_Work to complete_
Say how many lines in the following entries include "cairo", and add nothing else.

_Records provided_
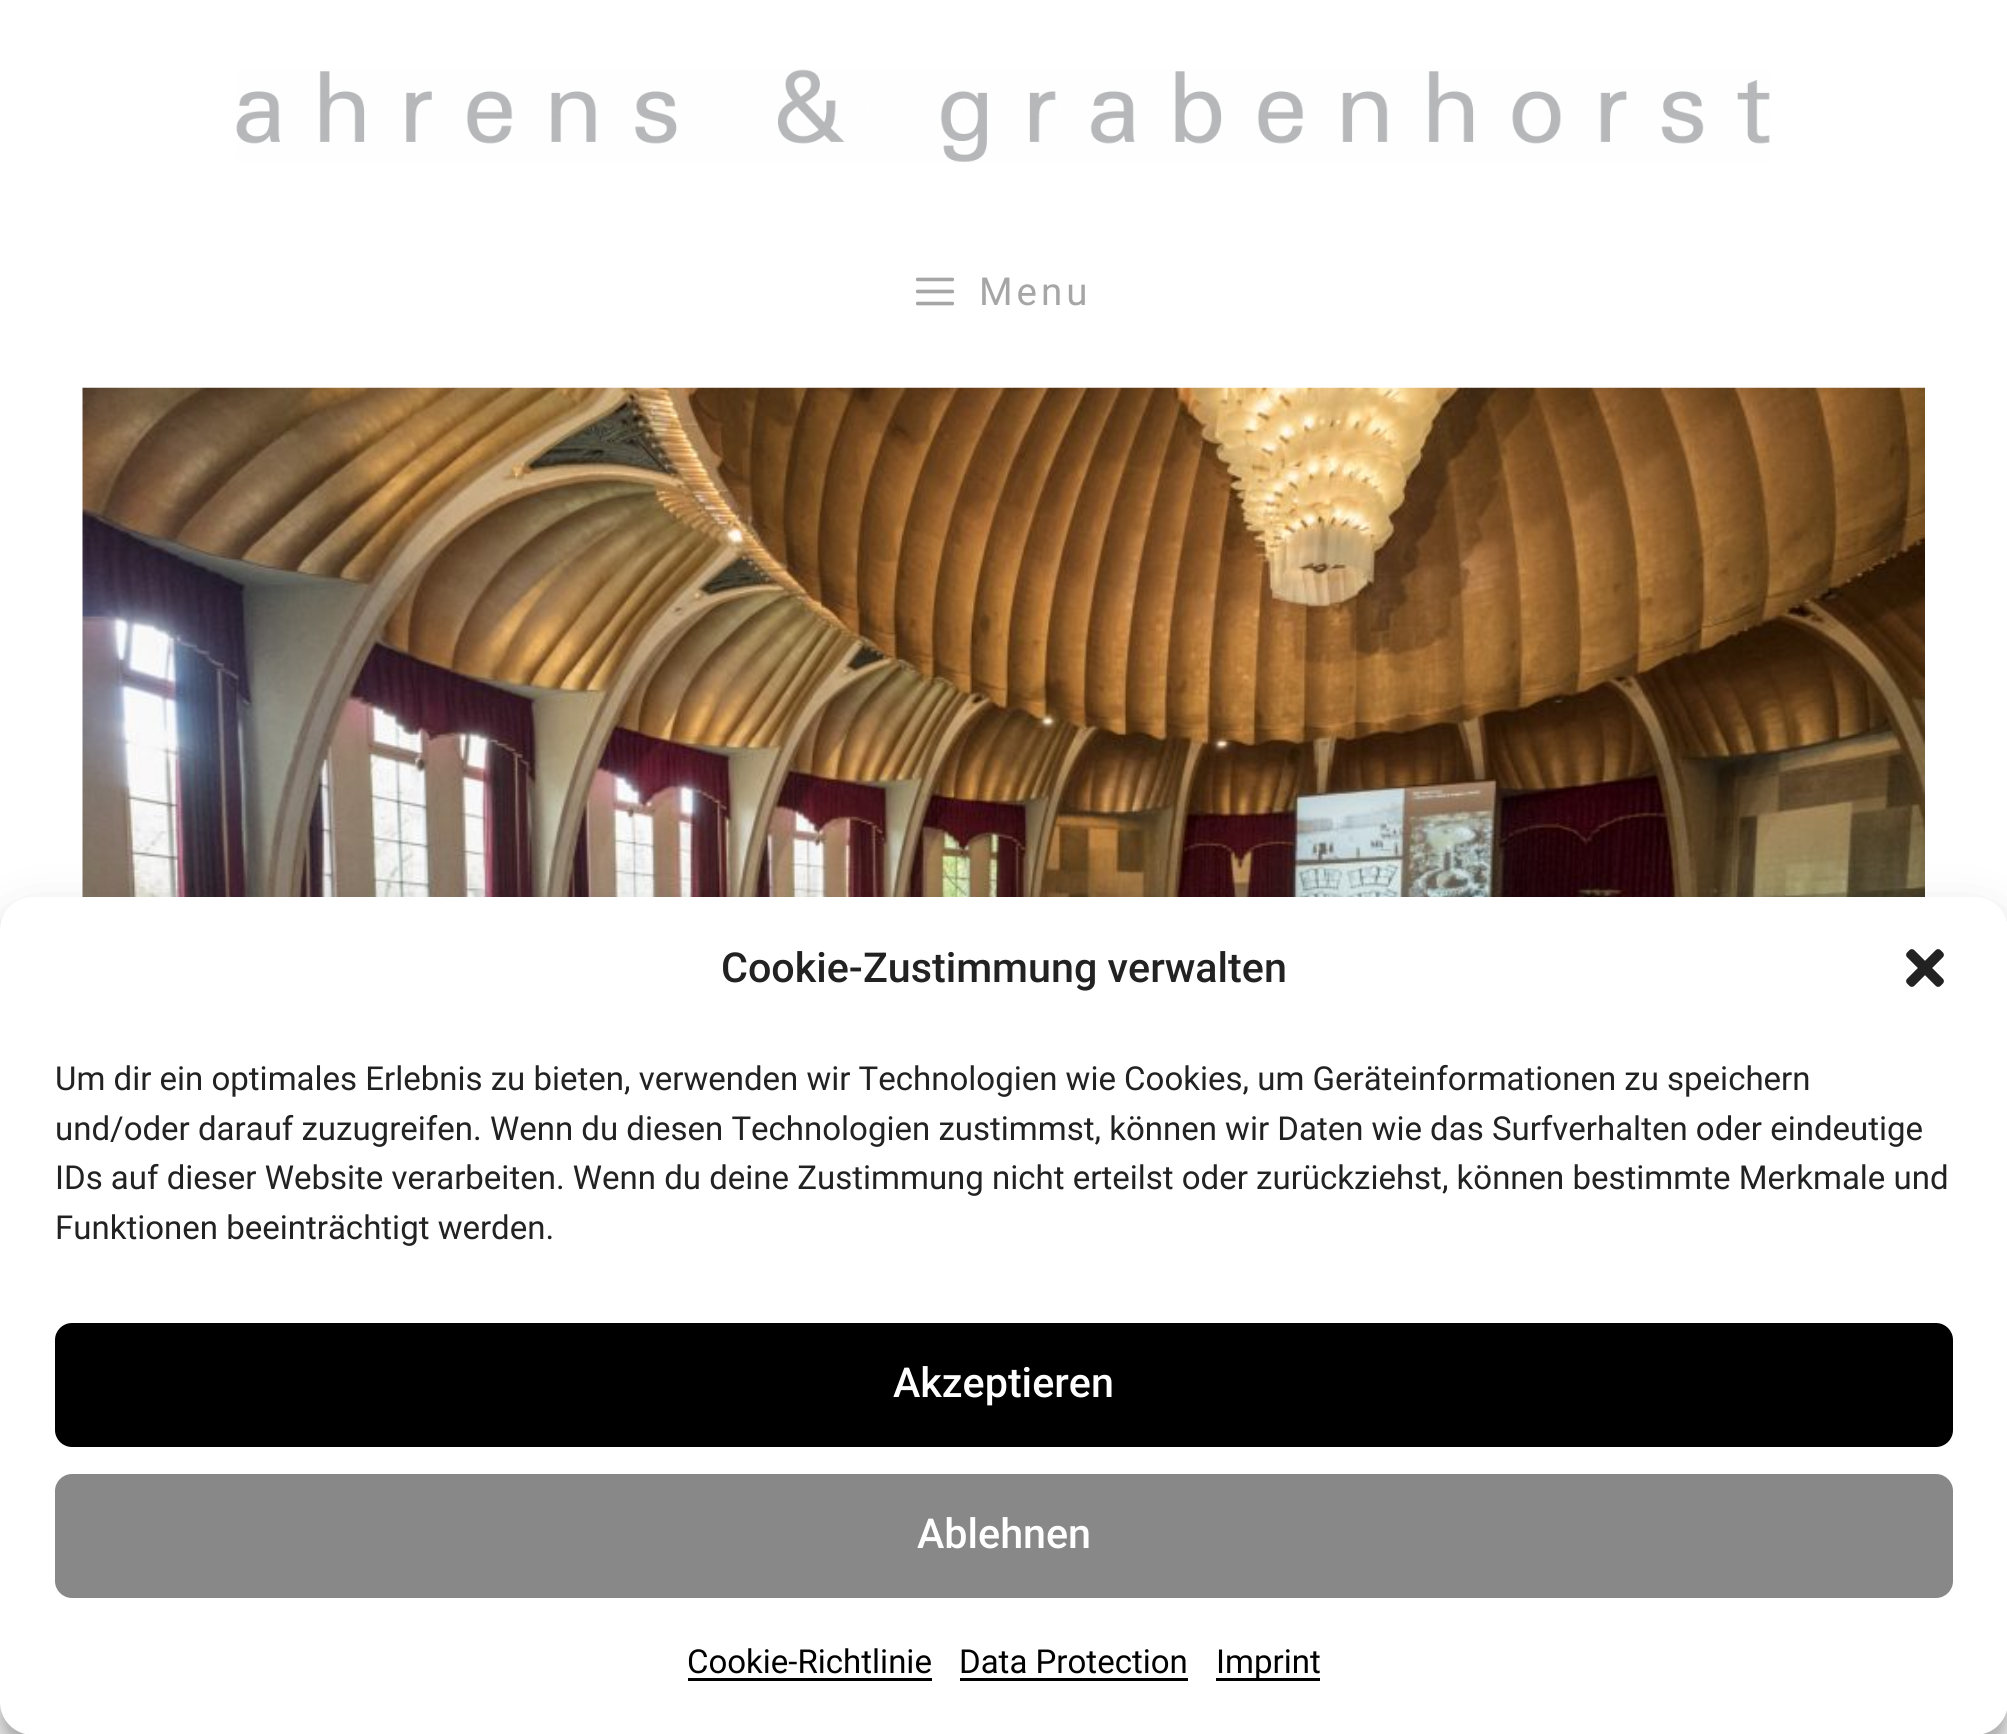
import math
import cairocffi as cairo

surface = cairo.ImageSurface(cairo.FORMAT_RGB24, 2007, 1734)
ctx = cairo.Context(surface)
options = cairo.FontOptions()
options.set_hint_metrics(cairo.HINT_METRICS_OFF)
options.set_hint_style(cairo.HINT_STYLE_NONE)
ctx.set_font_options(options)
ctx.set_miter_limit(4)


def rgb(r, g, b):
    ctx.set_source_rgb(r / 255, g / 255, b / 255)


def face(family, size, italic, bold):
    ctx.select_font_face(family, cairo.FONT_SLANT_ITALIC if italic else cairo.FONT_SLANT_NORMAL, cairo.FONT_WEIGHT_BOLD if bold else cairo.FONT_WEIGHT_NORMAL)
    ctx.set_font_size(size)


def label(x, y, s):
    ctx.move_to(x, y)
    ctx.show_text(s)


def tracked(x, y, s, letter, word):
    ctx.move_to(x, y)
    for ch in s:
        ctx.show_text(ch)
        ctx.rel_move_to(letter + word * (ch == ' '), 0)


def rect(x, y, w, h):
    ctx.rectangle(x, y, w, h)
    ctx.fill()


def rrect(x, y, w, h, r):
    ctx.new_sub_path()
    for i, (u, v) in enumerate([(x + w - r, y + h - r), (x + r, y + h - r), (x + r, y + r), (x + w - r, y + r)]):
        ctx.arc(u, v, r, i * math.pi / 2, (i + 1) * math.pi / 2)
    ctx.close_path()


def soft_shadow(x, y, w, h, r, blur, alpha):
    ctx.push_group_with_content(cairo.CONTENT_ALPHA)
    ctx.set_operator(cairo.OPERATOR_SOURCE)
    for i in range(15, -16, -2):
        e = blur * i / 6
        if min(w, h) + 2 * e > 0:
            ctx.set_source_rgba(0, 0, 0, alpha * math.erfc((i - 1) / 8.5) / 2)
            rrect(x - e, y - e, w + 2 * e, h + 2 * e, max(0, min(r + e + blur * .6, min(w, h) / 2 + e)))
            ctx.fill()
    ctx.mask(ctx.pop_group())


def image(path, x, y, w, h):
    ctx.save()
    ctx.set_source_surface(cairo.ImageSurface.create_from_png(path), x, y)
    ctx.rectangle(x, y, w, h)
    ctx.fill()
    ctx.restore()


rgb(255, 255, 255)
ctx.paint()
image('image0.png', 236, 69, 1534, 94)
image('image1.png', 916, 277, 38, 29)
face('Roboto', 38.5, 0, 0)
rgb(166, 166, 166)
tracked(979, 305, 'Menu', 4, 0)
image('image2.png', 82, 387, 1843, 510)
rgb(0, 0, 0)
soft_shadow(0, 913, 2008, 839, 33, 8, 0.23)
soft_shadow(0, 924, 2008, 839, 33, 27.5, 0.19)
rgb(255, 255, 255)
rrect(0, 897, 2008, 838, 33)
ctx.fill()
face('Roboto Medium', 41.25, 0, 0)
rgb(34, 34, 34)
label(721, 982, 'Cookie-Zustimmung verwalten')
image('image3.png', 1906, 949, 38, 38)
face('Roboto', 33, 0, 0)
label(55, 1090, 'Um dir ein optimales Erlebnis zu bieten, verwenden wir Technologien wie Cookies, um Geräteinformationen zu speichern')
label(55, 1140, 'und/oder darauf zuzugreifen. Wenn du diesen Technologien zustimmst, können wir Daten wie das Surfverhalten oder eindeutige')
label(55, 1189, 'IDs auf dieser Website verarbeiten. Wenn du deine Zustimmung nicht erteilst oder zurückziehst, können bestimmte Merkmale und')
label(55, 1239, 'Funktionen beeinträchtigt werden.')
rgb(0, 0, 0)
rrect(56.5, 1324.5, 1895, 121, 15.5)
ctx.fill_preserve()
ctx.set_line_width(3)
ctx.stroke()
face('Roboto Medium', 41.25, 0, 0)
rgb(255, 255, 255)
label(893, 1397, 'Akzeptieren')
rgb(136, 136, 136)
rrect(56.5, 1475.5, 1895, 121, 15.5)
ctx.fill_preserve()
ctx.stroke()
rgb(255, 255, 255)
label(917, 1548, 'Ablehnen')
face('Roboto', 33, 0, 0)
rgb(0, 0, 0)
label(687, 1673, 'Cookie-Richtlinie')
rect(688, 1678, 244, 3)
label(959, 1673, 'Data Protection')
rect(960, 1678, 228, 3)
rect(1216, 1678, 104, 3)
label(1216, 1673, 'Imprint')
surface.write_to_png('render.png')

_Problem solution_
10